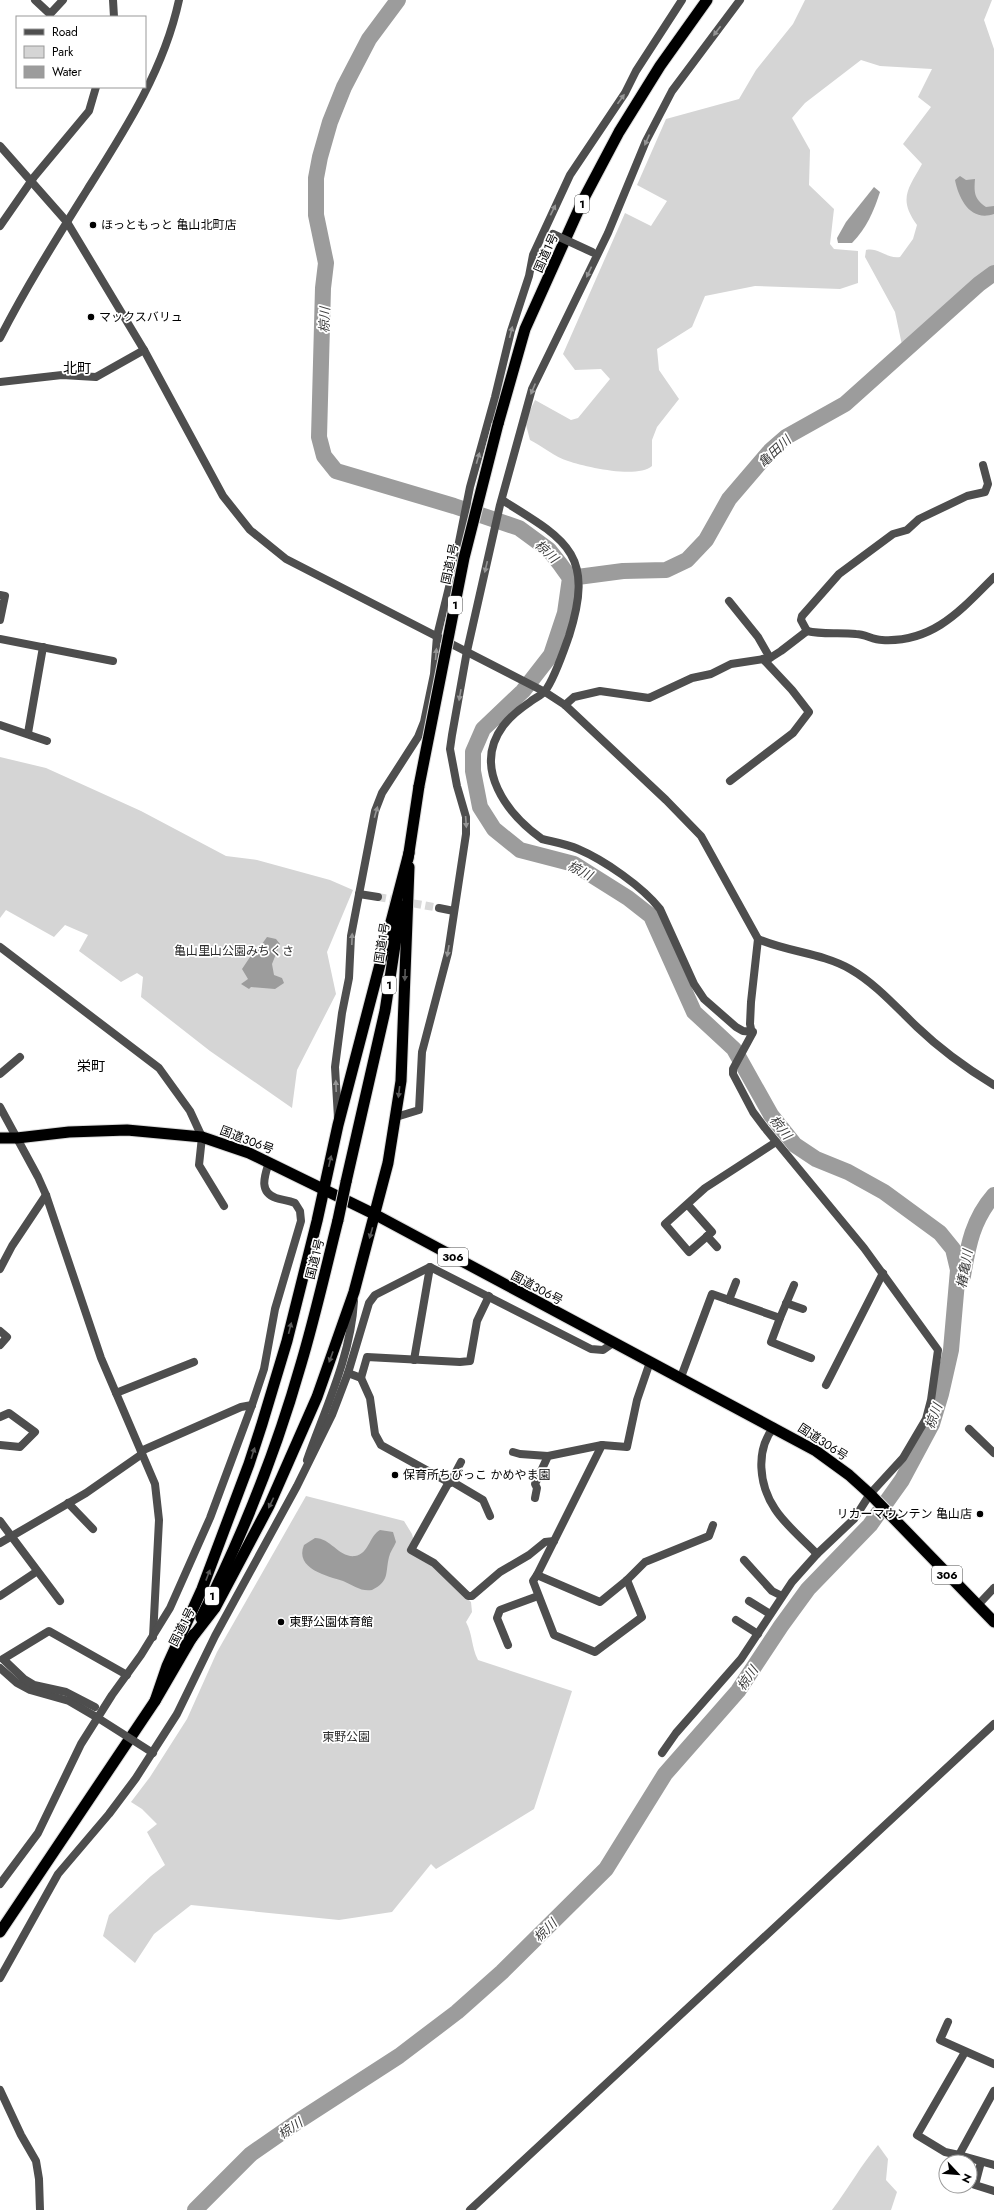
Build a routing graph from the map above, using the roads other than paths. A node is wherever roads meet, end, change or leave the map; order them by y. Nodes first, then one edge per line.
1 (34, 0) edge
2 (63, 0) edge
3 (113, 0) edge
4 (179, 0) edge
5 (682, 0) edge
6 (740, 0) edge
7 (707, 1) edge
8 (114, 16) edge
9 (96, 88) edge
10 (0, 146) edge
11 (31, 182) junction
12 (67, 222) junction
13 (0, 226) edge
14 (544, 230) junction
15 (595, 253) junction
16 (0, 338) edge
17 (144, 350) junction
18 (0, 382) edge
19 (984, 465) dead end
20 (501, 503) junction
21 (994, 577) edge
22 (0, 595) edge
23 (730, 601) dead end
24 (0, 620) edge
25 (807, 631) junction
26 (438, 636) junction
27 (0, 639) edge
28 (44, 647) junction
29 (467, 651) junction
30 (766, 658) junction
31 (113, 661) dead end
32 (545, 692) junction
33 (565, 706) junction
34 (0, 725) edge
35 (28, 733) junction
36 (47, 741) dead end
37 (730, 781) dead end
38 (409, 852) junction
39 (359, 894) junction
40 (378, 897) tunnel mouth
41 (439, 908) tunnel mouth
42 (454, 911) junction
43 (758, 939) junction
44 (0, 947) edge
45 (751, 1035) junction
46 (20, 1057) dead end
47 (0, 1074) edge
48 (994, 1085) edge
49 (0, 1107) edge
50 (396, 1116) junction
51 (338, 1125) junction
52 (202, 1137) junction
53 (0, 1138) edge
54 (17, 1138) junction
55 (776, 1142) junction
56 (269, 1162) junction
57 (324, 1189) junction
58 (46, 1195) junction
59 (688, 1204) junction
60 (224, 1206) dead end
61 (376, 1215) junction
62 (707, 1236) junction
63 (717, 1248) dead end
64 (430, 1267) junction
65 (0, 1269) edge
66 (883, 1272) junction
67 (736, 1282) dead end
68 (794, 1284) dead end
69 (354, 1292) junction
70 (489, 1296) junction
71 (729, 1300) junction
72 (786, 1303) junction
73 (803, 1309) dead end
74 (780, 1318) junction
75 (0, 1331) edge
76 (613, 1343) junction
77 (0, 1345) edge
78 (811, 1358) dead end
79 (414, 1360) junction
80 (194, 1362) dead end
81 (650, 1362) junction
82 (348, 1373) junction
83 (681, 1377) junction
84 (361, 1378) junction
85 (826, 1386) dead end
86 (116, 1393) junction
87 (252, 1405) junction
88 (0, 1417) edge
89 (774, 1427) junction
90 (969, 1429) dead end
91 (0, 1445) edge
92 (602, 1445) junction
93 (142, 1452) junction
94 (513, 1452) dead end
95 (994, 1453) edge
96 (548, 1456) junction
97 (461, 1462) dead end
98 (450, 1482) junction
99 (298, 1486) junction
100 (870, 1494) junction
101 (535, 1498) dead end
102 (68, 1502) junction
103 (490, 1516) dead end
104 (0, 1521) edge
105 (713, 1525) dead end
106 (93, 1529) dead end
107 (10, 1537) junction
108 (554, 1541) junction
109 (0, 1542) edge
110 (817, 1554) junction
111 (744, 1560) dead end
112 (36, 1572) junction
113 (537, 1574) junction
114 (627, 1580) junction
115 (994, 1588) edge
116 (0, 1596) edge
117 (538, 1596) junction
118 (782, 1596) junction
119 (60, 1601) dead end
120 (749, 1601) dead end
121 (977, 1606) junction
122 (770, 1614) junction
123 (736, 1620) dead end
124 (994, 1622) edge
125 (758, 1634) junction
126 (153, 1638) junction
127 (191, 1639) junction
128 (508, 1645) dead end
129 (0, 1668) edge
130 (127, 1675) junction
131 (155, 1701) junction
132 (95, 1707) dead end
133 (98, 1718) junction
134 (994, 1724) edge
135 (153, 1753) junction
136 (662, 1753) dead end
137 (0, 1884) edge
138 (0, 1932) edge
139 (0, 1978) edge
140 (948, 2022) dead end
141 (965, 2052) junction
142 (994, 2064) edge
143 (0, 2090) edge
144 (994, 2091) edge
145 (954, 2154) edge
146 (960, 2154) edge
147 (978, 2161) edge
148 (981, 2162) junction
149 (994, 2165) edge
150 (994, 2191) edge
151 (40, 2210) edge
152 (470, 2210) edge

1 - 2 street
3 - 8 street
4 - 12 street
14 -> 5 street
6 -> 15 street
7 - 38 highway, 国道1号 / 1, bridge
9 - 11 street
10 - 11 street
11 - 12 street
11 - 13 street
12 - 16 street
12 - 17 street
14 - 15 street, bridge
26 -> 14 street
15 -> 20 street
17 - 18 street
17 - 26 street
19 - 25 street
20 -> 29 street
20 - 32 street
21 - 25 street
22 - 24 street
23 - 30 street
25 - 30 street
26 - 29 street
39 -> 26 street
27 - 28 street
28 - 31 street
28 - 35 street
29 - 32 street
29 -> 42 street
30 - 33 street
30 - 37 street
32 - 33 street
32 - 45 street
33 - 43 street
34 - 35 street
35 - 36 street
38 -> 50 highway
38 - 51 highway
38 - 127 highway, 国道1号 / 1, bridge
39 - 40 street
51 -> 39 street
41 - 42 street
42 -> 50 street
43 - 45 street
43 - 48 street
44 - 52 street
45 - 55 street
46 - 47 street
49 - 54 street
50 - 61 highway
57 -> 51 highway
52 - 54 highway, 国道306号 / 306
52 - 56 highway, 国道306号 / 306
52 - 60 street
53 - 54 highway, 国道306号 / 306
54 - 58 street
55 - 59 street
55 - 66 street
56 - 57 highway, 国道306号 / 306
56 - 87 street
57 - 61 highway, 国道306号 / 306
131 -> 57 highway
58 - 65 street
58 - 86 street
59 - 62 street
59 - 62 street
61 -> 69 highway
61 - 76 highway, 国道306号 / 306
62 - 63 street
64 - 70 street
64 - 79 street
64 - 82 street
66 - 85 street
66 - 100 street
67 - 71 street
68 - 72 street
69 - 99 street
69 -> 127 highway
70 - 76 street
70 - 79 street
71 - 74 street
71 - 83 street
72 - 73 street
72 - 74 street
74 - 78 street
75 - 77 street
76 - 81 highway, 国道306号 / 306
79 - 84 street
80 - 86 street
81 - 83 highway, 国道306号 / 306
81 - 92 street
82 - 84 street
82 - 99 street
83 - 89 highway, 国道306号 / 306
84 - 98 street
86 - 93 street
87 - 93 street
87 - 126 street
88 - 91 street
89 - 100 highway, 国道306号 / 306
89 - 110 street
90 - 95 street
92 - 96 street
92 - 108 street
93 - 102 street
93 - 126 street
94 - 96 street
96 - 101 street
97 - 98 street
98 - 103 street
98 - 108 street
99 - 135 street
100 - 110 street
100 - 121 highway, 国道306号 / 306
102 - 106 street
102 - 107 street
104 - 107 street
105 - 114 street
107 - 109 street
107 - 112 street
108 - 113 street
110 - 118 street
111 - 118 street
112 - 116 street
112 - 119 street
113 - 114 street
113 - 117 street
114 - 117 street
115 - 121 street
117 - 128 street
118 - 122 street
120 - 122 street
121 - 124 highway, 国道306号 / 306
122 - 125 street
123 - 125 street
125 - 136 street
126 - 130 street
127 - 131 highway, 国道1号 / 1
129 - 133 street
130 - 132 street
130 - 133 street
131 - 138 highway, 国道1号 / 1
133 - 135 street, bridge
133 - 137 street
134 - 152 street
135 - 139 street
140 - 141 street
141 - 142 street
141 - 145 street
143 - 151 street
144 - 146 street
147 - 148 street
148 - 149 street
148 - 150 street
==========
Aim of the exercise
Above are the records; transcribe them exactly without the pictures.

Task answer
Build a routing graph from the map above, using the roads other than paths. A node is wherever roads meet, end, change or leave the map; order them by y. Nodes first, then one edge per line.
1 (34, 0) edge
2 (63, 0) edge
3 (113, 0) edge
4 (179, 0) edge
5 (682, 0) edge
6 (740, 0) edge
7 (707, 1) edge
8 (114, 16) edge
9 (96, 88) edge
10 (0, 146) edge
11 (31, 182) junction
12 (67, 222) junction
13 (0, 226) edge
14 (544, 230) junction
15 (595, 253) junction
16 (0, 338) edge
17 (144, 350) junction
18 (0, 382) edge
19 (984, 465) dead end
20 (501, 503) junction
21 (994, 577) edge
22 (0, 595) edge
23 (730, 601) dead end
24 (0, 620) edge
25 (807, 631) junction
26 (438, 636) junction
27 (0, 639) edge
28 (44, 647) junction
29 (467, 651) junction
30 (766, 658) junction
31 (113, 661) dead end
32 (545, 692) junction
33 (565, 706) junction
34 (0, 725) edge
35 (28, 733) junction
36 (47, 741) dead end
37 (730, 781) dead end
38 (409, 852) junction
39 (359, 894) junction
40 (378, 897) tunnel mouth
41 (439, 908) tunnel mouth
42 (454, 911) junction
43 (758, 939) junction
44 (0, 947) edge
45 (751, 1035) junction
46 (20, 1057) dead end
47 (0, 1074) edge
48 (994, 1085) edge
49 (0, 1107) edge
50 (396, 1116) junction
51 (338, 1125) junction
52 (202, 1137) junction
53 (0, 1138) edge
54 (17, 1138) junction
55 (776, 1142) junction
56 (269, 1162) junction
57 (324, 1189) junction
58 (46, 1195) junction
59 (688, 1204) junction
60 (224, 1206) dead end
61 (376, 1215) junction
62 (707, 1236) junction
63 (717, 1248) dead end
64 (430, 1267) junction
65 (0, 1269) edge
66 (883, 1272) junction
67 (736, 1282) dead end
68 (794, 1284) dead end
69 (354, 1292) junction
70 (489, 1296) junction
71 (729, 1300) junction
72 (786, 1303) junction
73 (803, 1309) dead end
74 (780, 1318) junction
75 (0, 1331) edge
76 (613, 1343) junction
77 (0, 1345) edge
78 (811, 1358) dead end
79 (414, 1360) junction
80 (194, 1362) dead end
81 (650, 1362) junction
82 (348, 1373) junction
83 (681, 1377) junction
84 (361, 1378) junction
85 (826, 1386) dead end
86 (116, 1393) junction
87 (252, 1405) junction
88 (0, 1417) edge
89 (774, 1427) junction
90 (969, 1429) dead end
91 (0, 1445) edge
92 (602, 1445) junction
93 (142, 1452) junction
94 (513, 1452) dead end
95 (994, 1453) edge
96 (548, 1456) junction
97 (461, 1462) dead end
98 (450, 1482) junction
99 (298, 1486) junction
100 (870, 1494) junction
101 (535, 1498) dead end
102 (68, 1502) junction
103 (490, 1516) dead end
104 (0, 1521) edge
105 (713, 1525) dead end
106 (93, 1529) dead end
107 (10, 1537) junction
108 (554, 1541) junction
109 (0, 1542) edge
110 (817, 1554) junction
111 (744, 1560) dead end
112 (36, 1572) junction
113 (537, 1574) junction
114 (627, 1580) junction
115 (994, 1588) edge
116 (0, 1596) edge
117 (538, 1596) junction
118 (782, 1596) junction
119 (60, 1601) dead end
120 (749, 1601) dead end
121 (977, 1606) junction
122 (770, 1614) junction
123 (736, 1620) dead end
124 (994, 1622) edge
125 (758, 1634) junction
126 (153, 1638) junction
127 (191, 1639) junction
128 (508, 1645) dead end
129 (0, 1668) edge
130 (127, 1675) junction
131 (155, 1701) junction
132 (95, 1707) dead end
133 (98, 1718) junction
134 (994, 1724) edge
135 (153, 1753) junction
136 (662, 1753) dead end
137 (0, 1884) edge
138 (0, 1932) edge
139 (0, 1978) edge
140 (948, 2022) dead end
141 (965, 2052) junction
142 (994, 2064) edge
143 (0, 2090) edge
144 (994, 2091) edge
145 (954, 2154) edge
146 (960, 2154) edge
147 (978, 2161) edge
148 (981, 2162) junction
149 (994, 2165) edge
150 (994, 2191) edge
151 (40, 2210) edge
152 (470, 2210) edge

1 - 2 street
3 - 8 street
4 - 12 street
14 -> 5 street
6 -> 15 street
7 - 38 highway, 国道1号 / 1, bridge
9 - 11 street
10 - 11 street
11 - 12 street
11 - 13 street
12 - 16 street
12 - 17 street
14 - 15 street, bridge
26 -> 14 street
15 -> 20 street
17 - 18 street
17 - 26 street
19 - 25 street
20 -> 29 street
20 - 32 street
21 - 25 street
22 - 24 street
23 - 30 street
25 - 30 street
26 - 29 street
39 -> 26 street
27 - 28 street
28 - 31 street
28 - 35 street
29 - 32 street
29 -> 42 street
30 - 33 street
30 - 37 street
32 - 33 street
32 - 45 street
33 - 43 street
34 - 35 street
35 - 36 street
38 -> 50 highway
38 - 51 highway
38 - 127 highway, 国道1号 / 1, bridge
39 - 40 street
51 -> 39 street
41 - 42 street
42 -> 50 street
43 - 45 street
43 - 48 street
44 - 52 street
45 - 55 street
46 - 47 street
49 - 54 street
50 - 61 highway
57 -> 51 highway
52 - 54 highway, 国道306号 / 306
52 - 56 highway, 国道306号 / 306
52 - 60 street
53 - 54 highway, 国道306号 / 306
54 - 58 street
55 - 59 street
55 - 66 street
56 - 57 highway, 国道306号 / 306
56 - 87 street
57 - 61 highway, 国道306号 / 306
131 -> 57 highway
58 - 65 street
58 - 86 street
59 - 62 street
59 - 62 street
61 -> 69 highway
61 - 76 highway, 国道306号 / 306
62 - 63 street
64 - 70 street
64 - 79 street
64 - 82 street
66 - 85 street
66 - 100 street
67 - 71 street
68 - 72 street
69 - 99 street
69 -> 127 highway
70 - 76 street
70 - 79 street
71 - 74 street
71 - 83 street
72 - 73 street
72 - 74 street
74 - 78 street
75 - 77 street
76 - 81 highway, 国道306号 / 306
79 - 84 street
80 - 86 street
81 - 83 highway, 国道306号 / 306
81 - 92 street
82 - 84 street
82 - 99 street
83 - 89 highway, 国道306号 / 306
84 - 98 street
86 - 93 street
87 - 93 street
87 - 126 street
88 - 91 street
89 - 100 highway, 国道306号 / 306
89 - 110 street
90 - 95 street
92 - 96 street
92 - 108 street
93 - 102 street
93 - 126 street
94 - 96 street
96 - 101 street
97 - 98 street
98 - 103 street
98 - 108 street
99 - 135 street
100 - 110 street
100 - 121 highway, 国道306号 / 306
102 - 106 street
102 - 107 street
104 - 107 street
105 - 114 street
107 - 109 street
107 - 112 street
108 - 113 street
110 - 118 street
111 - 118 street
112 - 116 street
112 - 119 street
113 - 114 street
113 - 117 street
114 - 117 street
115 - 121 street
117 - 128 street
118 - 122 street
120 - 122 street
121 - 124 highway, 国道306号 / 306
122 - 125 street
123 - 125 street
125 - 136 street
126 - 130 street
127 - 131 highway, 国道1号 / 1
129 - 133 street
130 - 132 street
130 - 133 street
131 - 138 highway, 国道1号 / 1
133 - 135 street, bridge
133 - 137 street
134 - 152 street
135 - 139 street
140 - 141 street
141 - 142 street
141 - 145 street
143 - 151 street
144 - 146 street
147 - 148 street
148 - 149 street
148 - 150 street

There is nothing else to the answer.